How I balanced fees when investing

Know what you're paying for!

Fees and investing

I just made some changes to my investment portfolio. Entering my mid-30s (my birthday is in August for anyone who feels obligated to shower me with lavish gifts), I thought it was time to get more serious about investing. There’s a few financial goals I had in mind, so I wanted to make sure my investments were targeted to reach them. 

One thing that I paid close attention to was the fee associated with each investment I made. 

There are several potential fees that can hit you when investing:

Different kinds of investments have different fees and it was a lot to navigate at first, so here’s an overview of three key fees: management, advisory, and trading. We did the research so you don’t have to!

Management Fees

Mutual funds and ETFs all have management fees also known as expense ratios. These are fees charged by the fund managers for deciding how to build the portfolio and overseeing it regularly.

I decided to invest in a mix of actively managed mutual fund and passively managed ETFs. Why? There’s some types of investments where active management makes sense - these are generally less popular investments where, if you’re a pro, you have the potential to do much better than just investing in a passive ETF. 

A good example of this is Indian stocks. The average actively-managed Indian stock fund has outperformed the broad Indian stock market by more than 3% over the past ten years. That difference is important!

Source: Wall St Journal

Active mutual funds cost more, because they’re more work to run and usually have a team of full-time professional investors managing them. Management fees on active mutual funds range from 0.5% to 1%. So If you have $10,000 invested in a fund that charges 0.5%, that will cost you $50 each year.
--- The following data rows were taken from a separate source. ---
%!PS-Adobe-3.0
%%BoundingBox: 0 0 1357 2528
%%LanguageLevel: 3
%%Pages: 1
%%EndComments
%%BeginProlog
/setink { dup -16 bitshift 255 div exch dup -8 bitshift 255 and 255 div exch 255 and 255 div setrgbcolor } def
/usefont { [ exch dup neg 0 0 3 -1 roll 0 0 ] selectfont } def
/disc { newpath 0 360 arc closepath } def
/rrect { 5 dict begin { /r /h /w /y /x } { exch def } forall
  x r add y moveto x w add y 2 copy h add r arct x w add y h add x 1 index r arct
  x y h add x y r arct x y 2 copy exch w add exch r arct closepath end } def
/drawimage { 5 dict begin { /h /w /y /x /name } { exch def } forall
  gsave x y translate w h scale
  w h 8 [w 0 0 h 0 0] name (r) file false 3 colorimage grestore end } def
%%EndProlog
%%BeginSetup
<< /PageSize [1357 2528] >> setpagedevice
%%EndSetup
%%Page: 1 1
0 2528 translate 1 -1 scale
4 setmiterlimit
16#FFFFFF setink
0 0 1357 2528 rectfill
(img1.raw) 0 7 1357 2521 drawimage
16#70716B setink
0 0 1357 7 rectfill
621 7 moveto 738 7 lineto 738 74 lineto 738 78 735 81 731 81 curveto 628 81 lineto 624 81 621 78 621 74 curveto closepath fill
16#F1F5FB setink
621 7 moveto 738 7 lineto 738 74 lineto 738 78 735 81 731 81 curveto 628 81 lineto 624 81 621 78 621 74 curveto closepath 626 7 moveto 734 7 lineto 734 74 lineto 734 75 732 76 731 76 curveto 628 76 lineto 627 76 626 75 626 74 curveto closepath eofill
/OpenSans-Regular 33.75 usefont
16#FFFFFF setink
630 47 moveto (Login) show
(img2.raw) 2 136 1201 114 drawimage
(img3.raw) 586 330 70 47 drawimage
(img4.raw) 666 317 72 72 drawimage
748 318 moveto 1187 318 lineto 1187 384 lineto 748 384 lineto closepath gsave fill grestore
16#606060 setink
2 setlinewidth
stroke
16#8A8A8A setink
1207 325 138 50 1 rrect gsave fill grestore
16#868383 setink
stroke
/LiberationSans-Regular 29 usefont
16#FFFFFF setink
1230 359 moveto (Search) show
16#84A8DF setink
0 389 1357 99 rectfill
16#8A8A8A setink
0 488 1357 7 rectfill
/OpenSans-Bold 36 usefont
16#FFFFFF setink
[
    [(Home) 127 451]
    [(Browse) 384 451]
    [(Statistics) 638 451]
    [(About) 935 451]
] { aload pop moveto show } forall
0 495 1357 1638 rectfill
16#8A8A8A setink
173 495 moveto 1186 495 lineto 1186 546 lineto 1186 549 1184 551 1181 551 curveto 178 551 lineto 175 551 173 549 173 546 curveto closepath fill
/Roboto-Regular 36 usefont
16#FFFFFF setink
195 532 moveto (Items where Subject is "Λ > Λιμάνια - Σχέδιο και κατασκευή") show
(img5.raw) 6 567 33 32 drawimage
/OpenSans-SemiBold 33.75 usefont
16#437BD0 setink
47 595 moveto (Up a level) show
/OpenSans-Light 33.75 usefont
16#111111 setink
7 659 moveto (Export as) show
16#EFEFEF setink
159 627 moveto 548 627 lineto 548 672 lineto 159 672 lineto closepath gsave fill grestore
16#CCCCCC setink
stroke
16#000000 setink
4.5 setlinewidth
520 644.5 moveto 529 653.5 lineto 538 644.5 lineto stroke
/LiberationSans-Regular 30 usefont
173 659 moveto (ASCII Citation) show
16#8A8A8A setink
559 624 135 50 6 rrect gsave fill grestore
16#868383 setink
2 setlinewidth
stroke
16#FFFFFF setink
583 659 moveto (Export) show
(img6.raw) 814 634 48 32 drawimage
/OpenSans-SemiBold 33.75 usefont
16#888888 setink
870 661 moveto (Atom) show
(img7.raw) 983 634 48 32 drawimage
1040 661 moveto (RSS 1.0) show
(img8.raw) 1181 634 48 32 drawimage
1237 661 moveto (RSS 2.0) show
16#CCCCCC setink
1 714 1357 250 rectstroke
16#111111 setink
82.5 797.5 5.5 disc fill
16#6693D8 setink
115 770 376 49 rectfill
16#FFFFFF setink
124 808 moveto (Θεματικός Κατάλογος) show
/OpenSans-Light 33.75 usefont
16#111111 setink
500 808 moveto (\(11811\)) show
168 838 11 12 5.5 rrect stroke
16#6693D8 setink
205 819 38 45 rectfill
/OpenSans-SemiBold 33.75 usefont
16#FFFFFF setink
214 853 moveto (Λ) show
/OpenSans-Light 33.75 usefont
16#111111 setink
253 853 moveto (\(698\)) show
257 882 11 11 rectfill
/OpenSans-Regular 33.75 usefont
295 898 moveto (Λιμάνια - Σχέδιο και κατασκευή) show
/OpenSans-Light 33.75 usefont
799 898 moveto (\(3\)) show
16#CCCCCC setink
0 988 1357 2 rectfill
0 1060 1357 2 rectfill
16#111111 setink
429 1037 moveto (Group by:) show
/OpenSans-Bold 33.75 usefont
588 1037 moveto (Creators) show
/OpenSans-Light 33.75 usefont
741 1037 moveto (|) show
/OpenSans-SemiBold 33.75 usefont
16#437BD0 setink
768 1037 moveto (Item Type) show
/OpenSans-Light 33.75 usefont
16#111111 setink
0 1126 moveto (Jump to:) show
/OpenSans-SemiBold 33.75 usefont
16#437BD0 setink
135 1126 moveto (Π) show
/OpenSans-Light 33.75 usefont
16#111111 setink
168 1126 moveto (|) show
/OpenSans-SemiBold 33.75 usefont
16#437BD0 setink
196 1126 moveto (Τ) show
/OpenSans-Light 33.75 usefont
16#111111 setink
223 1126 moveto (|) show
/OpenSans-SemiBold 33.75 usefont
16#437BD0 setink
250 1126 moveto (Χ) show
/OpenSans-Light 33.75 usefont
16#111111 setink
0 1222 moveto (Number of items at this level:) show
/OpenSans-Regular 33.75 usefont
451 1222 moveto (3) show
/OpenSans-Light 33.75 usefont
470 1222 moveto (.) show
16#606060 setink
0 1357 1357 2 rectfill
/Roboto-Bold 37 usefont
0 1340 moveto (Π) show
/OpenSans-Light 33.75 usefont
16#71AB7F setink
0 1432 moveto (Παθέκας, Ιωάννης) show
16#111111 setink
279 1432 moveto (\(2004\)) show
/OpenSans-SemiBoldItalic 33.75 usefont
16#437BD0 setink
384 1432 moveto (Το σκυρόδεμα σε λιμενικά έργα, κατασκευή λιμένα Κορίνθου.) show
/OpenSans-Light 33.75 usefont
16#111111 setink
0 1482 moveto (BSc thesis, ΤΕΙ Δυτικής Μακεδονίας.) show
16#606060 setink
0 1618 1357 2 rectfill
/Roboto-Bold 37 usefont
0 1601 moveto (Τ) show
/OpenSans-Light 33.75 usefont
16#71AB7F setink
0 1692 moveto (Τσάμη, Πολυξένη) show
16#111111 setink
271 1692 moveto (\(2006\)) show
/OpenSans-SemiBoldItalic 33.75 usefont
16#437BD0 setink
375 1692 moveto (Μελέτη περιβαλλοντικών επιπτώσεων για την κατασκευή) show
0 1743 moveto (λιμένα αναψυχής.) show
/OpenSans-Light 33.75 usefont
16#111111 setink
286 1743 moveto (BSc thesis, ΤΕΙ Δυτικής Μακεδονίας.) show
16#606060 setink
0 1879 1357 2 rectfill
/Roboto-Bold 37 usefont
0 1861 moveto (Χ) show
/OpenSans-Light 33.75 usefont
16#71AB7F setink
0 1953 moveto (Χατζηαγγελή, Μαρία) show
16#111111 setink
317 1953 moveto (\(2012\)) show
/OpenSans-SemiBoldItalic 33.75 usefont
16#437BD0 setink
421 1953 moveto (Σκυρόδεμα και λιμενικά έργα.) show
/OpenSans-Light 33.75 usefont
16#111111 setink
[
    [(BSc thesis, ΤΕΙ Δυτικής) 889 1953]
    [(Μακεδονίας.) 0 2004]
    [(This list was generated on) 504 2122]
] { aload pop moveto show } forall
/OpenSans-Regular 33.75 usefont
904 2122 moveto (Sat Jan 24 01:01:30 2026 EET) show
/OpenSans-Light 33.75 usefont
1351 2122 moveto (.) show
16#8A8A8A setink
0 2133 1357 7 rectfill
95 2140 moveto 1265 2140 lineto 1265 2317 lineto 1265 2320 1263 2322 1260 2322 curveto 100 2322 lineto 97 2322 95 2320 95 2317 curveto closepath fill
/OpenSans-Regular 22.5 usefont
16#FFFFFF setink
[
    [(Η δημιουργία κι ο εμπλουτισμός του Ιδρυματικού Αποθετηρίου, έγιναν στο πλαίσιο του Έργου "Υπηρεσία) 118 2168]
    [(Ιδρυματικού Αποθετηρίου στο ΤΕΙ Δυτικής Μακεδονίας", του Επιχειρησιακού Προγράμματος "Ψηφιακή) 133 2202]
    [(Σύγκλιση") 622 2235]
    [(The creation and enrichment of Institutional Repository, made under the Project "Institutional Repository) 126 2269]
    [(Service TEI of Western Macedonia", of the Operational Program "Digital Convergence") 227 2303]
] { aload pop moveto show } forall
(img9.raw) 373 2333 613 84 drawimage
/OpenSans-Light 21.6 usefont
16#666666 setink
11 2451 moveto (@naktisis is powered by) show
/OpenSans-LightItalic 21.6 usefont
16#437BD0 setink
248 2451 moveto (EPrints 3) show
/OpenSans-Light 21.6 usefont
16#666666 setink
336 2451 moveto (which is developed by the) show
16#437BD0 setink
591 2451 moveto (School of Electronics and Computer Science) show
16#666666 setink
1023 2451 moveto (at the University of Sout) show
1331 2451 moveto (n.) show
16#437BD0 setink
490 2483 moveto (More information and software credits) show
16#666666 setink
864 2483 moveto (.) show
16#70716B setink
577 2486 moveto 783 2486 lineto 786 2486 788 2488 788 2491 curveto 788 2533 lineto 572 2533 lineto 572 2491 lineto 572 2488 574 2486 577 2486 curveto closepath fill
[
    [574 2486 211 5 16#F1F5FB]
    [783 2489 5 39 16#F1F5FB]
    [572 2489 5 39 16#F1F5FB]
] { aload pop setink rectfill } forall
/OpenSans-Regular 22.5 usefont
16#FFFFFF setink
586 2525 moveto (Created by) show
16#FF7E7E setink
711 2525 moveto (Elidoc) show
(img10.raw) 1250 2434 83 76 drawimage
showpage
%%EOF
This can add up, but if you think the fund can give you some solid returns, it’s worth it. 

To balance the slightly higher fees of some of the active mutual funds, I also invested in some passive ETFs that mirrored a few stock indexes. I invested in passive ETFs where historically it’s been difficult for active portfolio managers to beat the stock market’s return, the S&P500 (the key U.S. stock market) in particular. Fees for passive ETFs are super low, typically around 0.03% - 0.15%. 

Blending active and passive investments kept my management fees low and potential for good returns high. 

Advisory fees

Next, I thought about whether I wanted to work with a financial advisor, but ultimately decided against it. The fees of investment advisors I spoke with were going to be between 0.75% and 1.25% of my total portfolio. I weighed this (pretty high!) fee against the potential benefit and didn’t think it was worth it. 

I don’t have a ton of money, so a financial advisor wouldn’t have wanted to spend much time looking after my investments. I would have paid them over 1% of my total portfolio value each year, in exchange for maybe a few hours of their work. Not a good trade in my opinion.

I also looked at using a robo advisor, but the funds they offered were super limited and they didn’t provide any customization for my goals, so I decided against that too. Advisory fees on robo platform are lower than with human advisors, but can still be 0.3% to 1% per year. For a generic and limited product, this didn’t seem worth it either.

Trading Commissions

Lastly, let’s talk about trading commissions, also known as brokerage fees. Every time I buy or sell stocks, my brokerage charges a fee per trade. These trading commissions can vary a lot between brokers. Some brokers offer commission-free trades, while others might charge a flat fee per trade.

For instance, I use a brokerage that charges $5 per trade. If I trade frequently, these costs can add up quickly. Let’s say I make 20 trades a year; that’s $100 in trading commissions. To minimize these costs, I trade less frequently and focus on long-term investments, not day-trading.

Takeaways

Here are some things to think about when managing your investment fees:

Management Fees: Look at the expense ratios of funds. Consider blending passive and active strategies to lower the total fees while maintaining the potential for solid long-term returns

Advisory Fees: Consider the value of professional advice versus the cost. Robo-advisors can be a cost-effective alternative, but the investments are usually pretty limited.

Trading Commissions: Be mindful of how often you trade and the fees charged by your brokerage. Consider brokers with commission-free trades if you trade frequently.

In the end, understanding these fees helped me make build my investment portfolio while ensuring I wasn’t paying too much. I hope this helps you navigate your investment journey!